▶ [Task] Give the number of lines in the data below containing the word "Drago", with no other text.

/---

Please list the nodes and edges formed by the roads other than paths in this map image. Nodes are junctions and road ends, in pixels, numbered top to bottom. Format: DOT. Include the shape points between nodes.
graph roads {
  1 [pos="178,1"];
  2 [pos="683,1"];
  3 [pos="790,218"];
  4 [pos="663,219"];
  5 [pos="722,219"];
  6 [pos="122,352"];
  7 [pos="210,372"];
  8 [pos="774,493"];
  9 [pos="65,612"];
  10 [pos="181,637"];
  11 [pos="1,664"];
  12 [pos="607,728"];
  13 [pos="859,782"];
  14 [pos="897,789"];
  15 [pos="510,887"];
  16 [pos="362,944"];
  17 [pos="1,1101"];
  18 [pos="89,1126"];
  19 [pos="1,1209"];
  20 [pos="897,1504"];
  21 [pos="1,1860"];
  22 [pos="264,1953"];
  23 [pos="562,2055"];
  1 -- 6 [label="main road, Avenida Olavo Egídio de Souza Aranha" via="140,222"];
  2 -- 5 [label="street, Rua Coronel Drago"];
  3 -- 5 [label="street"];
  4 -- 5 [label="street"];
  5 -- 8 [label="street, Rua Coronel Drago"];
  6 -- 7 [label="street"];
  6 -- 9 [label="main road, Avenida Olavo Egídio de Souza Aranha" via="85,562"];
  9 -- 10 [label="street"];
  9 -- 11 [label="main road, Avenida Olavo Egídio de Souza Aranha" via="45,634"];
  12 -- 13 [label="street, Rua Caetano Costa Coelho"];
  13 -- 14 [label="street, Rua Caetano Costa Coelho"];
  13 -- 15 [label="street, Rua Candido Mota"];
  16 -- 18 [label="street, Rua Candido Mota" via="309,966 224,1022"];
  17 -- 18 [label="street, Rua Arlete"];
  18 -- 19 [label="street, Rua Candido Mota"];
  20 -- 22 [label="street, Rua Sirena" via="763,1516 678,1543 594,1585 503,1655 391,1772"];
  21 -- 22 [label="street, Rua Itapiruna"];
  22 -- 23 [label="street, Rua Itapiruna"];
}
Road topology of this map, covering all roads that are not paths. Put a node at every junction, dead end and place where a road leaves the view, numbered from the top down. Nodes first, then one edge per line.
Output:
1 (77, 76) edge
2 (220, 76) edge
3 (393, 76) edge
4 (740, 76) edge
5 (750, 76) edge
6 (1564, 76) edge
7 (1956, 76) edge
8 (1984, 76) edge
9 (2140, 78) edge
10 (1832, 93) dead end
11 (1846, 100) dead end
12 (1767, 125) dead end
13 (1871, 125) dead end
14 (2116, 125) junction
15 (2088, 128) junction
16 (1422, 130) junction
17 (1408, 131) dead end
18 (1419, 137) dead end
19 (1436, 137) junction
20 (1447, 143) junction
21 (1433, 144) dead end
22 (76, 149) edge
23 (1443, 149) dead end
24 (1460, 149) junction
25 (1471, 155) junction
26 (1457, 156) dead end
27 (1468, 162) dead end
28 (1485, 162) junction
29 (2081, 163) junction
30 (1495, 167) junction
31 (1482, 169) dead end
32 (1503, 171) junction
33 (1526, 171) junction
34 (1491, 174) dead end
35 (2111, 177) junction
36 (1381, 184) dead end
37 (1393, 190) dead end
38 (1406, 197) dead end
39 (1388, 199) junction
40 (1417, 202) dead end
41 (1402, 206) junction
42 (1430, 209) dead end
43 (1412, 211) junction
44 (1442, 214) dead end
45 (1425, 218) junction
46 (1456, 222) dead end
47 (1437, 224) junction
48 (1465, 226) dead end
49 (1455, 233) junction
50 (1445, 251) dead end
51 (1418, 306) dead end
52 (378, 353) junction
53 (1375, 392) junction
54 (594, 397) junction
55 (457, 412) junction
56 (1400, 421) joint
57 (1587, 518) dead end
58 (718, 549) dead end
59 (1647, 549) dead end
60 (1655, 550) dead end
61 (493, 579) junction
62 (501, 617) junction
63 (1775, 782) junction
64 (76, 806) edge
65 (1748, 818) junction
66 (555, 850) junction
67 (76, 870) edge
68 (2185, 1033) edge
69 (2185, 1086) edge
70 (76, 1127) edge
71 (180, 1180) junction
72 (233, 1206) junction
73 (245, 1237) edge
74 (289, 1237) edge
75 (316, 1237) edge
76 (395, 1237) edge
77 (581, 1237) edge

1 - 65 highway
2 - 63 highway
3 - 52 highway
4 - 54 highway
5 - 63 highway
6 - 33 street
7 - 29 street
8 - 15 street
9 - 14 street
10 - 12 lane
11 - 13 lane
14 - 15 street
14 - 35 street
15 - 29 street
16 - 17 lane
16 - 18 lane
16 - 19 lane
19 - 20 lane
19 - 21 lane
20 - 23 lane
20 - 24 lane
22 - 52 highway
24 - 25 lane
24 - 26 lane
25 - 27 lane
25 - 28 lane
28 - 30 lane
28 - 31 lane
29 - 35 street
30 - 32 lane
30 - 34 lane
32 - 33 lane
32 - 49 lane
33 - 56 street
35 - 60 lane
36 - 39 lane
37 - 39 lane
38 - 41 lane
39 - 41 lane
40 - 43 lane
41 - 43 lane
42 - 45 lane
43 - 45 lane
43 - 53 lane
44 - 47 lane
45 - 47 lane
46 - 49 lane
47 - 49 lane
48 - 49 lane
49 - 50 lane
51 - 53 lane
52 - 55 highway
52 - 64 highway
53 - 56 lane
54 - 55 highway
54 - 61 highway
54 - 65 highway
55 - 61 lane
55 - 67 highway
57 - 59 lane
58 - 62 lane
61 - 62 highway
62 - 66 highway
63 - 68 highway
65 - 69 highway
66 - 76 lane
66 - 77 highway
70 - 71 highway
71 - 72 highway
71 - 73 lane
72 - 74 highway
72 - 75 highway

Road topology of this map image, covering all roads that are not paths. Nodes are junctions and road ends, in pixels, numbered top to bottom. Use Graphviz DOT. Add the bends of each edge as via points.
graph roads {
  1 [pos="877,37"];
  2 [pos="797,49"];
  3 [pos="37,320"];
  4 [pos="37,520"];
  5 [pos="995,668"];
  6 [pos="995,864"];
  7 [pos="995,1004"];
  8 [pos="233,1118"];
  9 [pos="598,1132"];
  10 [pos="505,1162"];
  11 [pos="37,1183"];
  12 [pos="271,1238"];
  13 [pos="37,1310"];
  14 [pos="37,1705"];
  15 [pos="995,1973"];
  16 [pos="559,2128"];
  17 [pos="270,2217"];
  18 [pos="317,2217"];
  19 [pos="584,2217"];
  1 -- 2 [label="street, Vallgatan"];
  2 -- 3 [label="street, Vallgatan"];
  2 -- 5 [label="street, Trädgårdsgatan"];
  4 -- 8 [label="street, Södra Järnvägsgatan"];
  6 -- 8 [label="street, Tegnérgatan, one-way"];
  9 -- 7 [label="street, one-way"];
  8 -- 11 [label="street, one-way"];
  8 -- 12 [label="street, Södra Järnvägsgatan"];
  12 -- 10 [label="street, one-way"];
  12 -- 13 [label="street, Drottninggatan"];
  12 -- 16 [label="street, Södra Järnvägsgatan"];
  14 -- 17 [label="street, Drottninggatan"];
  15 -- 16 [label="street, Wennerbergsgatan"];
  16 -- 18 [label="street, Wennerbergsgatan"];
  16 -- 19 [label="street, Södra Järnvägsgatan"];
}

\---

▶ [Answer box] 2